DESCRIPTION OF THE TASK =
Hunt through the entries for the word "dead" and copy each line in which it appears.

INPUT DATA =
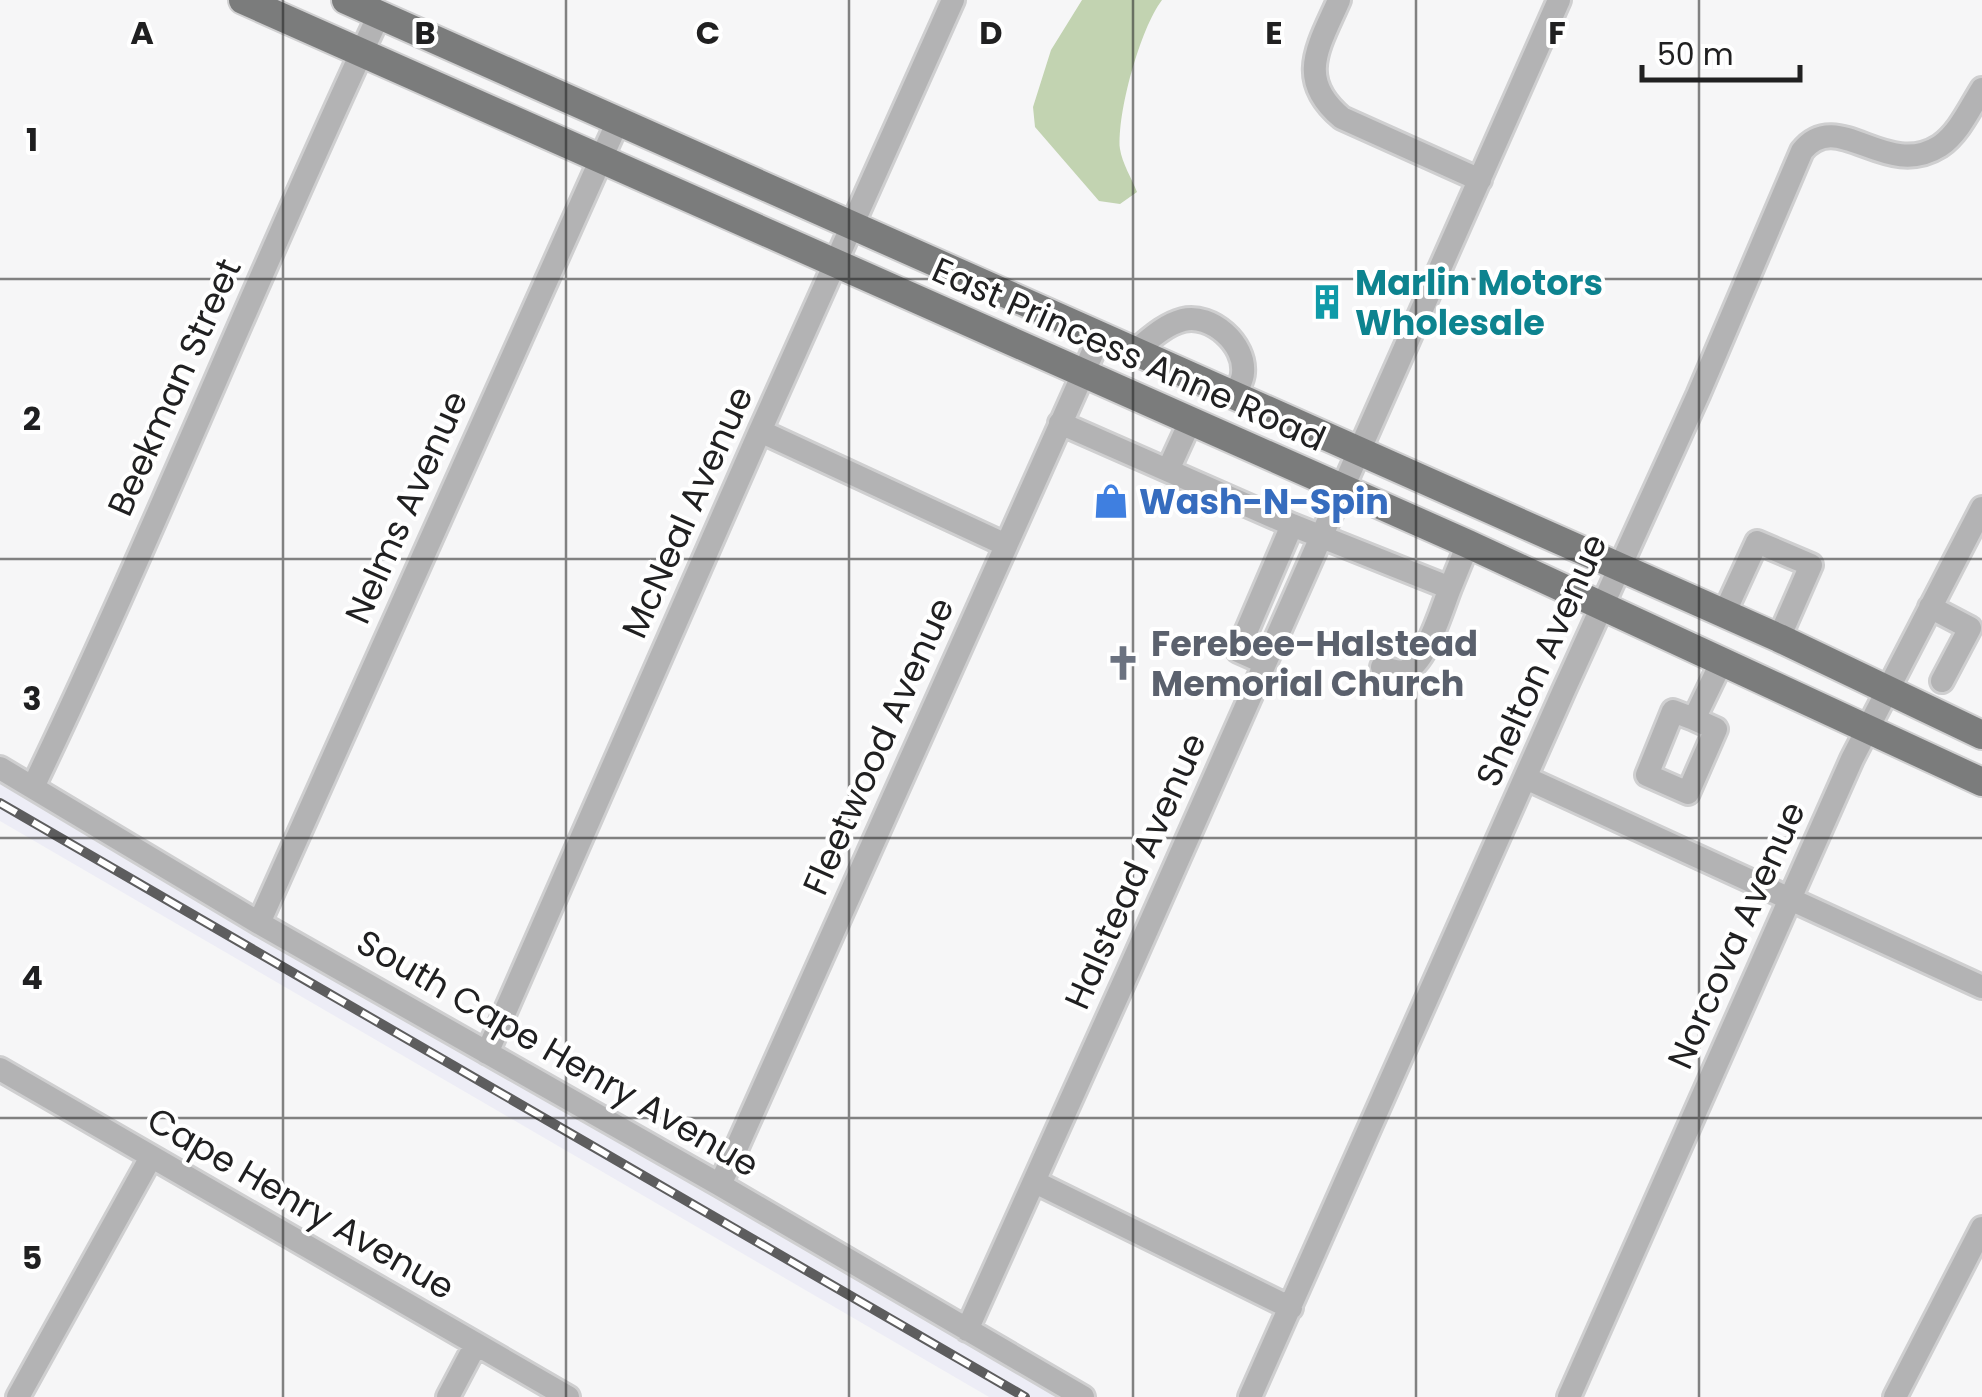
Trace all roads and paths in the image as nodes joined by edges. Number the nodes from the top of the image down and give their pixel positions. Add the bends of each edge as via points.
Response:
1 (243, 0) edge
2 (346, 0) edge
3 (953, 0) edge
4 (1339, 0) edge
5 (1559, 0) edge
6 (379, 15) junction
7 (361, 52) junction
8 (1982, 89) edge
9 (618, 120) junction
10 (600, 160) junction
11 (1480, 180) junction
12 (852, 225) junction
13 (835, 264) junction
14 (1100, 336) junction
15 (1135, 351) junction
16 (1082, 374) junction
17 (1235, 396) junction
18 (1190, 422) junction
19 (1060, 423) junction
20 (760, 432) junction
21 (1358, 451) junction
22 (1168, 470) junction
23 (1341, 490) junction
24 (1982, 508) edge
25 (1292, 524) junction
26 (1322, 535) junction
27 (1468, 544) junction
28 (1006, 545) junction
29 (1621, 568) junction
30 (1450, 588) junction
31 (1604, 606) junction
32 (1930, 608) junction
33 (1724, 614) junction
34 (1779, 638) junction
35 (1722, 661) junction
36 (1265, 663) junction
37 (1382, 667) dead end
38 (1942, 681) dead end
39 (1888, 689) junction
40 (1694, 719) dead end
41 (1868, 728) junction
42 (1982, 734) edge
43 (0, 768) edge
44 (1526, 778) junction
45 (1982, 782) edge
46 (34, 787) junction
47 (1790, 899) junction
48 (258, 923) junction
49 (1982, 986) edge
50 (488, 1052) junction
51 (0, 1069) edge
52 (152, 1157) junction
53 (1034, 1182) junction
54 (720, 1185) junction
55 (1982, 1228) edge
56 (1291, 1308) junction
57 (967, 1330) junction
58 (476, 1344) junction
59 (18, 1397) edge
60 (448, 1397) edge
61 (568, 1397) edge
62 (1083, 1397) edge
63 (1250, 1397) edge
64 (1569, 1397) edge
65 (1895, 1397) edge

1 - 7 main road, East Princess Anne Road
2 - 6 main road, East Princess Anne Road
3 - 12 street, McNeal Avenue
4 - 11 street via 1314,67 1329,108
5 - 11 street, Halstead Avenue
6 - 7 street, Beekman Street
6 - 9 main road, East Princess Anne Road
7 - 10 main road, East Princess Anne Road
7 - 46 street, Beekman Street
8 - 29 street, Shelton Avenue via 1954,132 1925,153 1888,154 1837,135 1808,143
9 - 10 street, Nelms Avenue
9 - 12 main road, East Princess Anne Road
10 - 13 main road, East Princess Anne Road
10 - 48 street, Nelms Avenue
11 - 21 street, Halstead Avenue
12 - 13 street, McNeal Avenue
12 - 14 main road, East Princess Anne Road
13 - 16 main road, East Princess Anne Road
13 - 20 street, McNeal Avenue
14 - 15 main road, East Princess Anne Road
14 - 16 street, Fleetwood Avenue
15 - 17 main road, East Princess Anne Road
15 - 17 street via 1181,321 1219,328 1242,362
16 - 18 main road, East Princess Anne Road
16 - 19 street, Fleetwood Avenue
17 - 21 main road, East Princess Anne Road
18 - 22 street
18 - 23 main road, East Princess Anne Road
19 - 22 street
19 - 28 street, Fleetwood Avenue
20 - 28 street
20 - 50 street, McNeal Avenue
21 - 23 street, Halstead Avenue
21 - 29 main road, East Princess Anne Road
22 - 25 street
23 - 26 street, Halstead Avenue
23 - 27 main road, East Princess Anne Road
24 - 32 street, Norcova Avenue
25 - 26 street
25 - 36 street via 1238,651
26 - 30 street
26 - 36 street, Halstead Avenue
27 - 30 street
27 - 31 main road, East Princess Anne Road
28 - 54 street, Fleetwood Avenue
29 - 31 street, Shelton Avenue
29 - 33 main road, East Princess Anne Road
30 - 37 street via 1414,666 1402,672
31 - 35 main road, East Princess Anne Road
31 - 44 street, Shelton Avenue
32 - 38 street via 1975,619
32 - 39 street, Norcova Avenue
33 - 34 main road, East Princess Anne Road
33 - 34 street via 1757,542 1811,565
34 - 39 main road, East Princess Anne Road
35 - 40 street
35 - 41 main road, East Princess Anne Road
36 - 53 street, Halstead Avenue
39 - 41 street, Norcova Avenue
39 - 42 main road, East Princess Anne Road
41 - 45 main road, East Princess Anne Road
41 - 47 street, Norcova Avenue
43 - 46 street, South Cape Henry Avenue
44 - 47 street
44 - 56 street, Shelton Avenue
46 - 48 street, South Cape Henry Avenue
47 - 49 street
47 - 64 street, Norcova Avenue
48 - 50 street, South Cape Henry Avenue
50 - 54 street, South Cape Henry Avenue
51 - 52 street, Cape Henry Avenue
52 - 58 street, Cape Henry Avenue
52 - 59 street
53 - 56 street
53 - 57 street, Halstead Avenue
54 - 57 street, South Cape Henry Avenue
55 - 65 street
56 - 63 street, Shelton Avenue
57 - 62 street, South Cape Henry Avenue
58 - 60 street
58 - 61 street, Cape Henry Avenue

FINISHED TASK =
37 (1382, 667) dead end
38 (1942, 681) dead end
40 (1694, 719) dead end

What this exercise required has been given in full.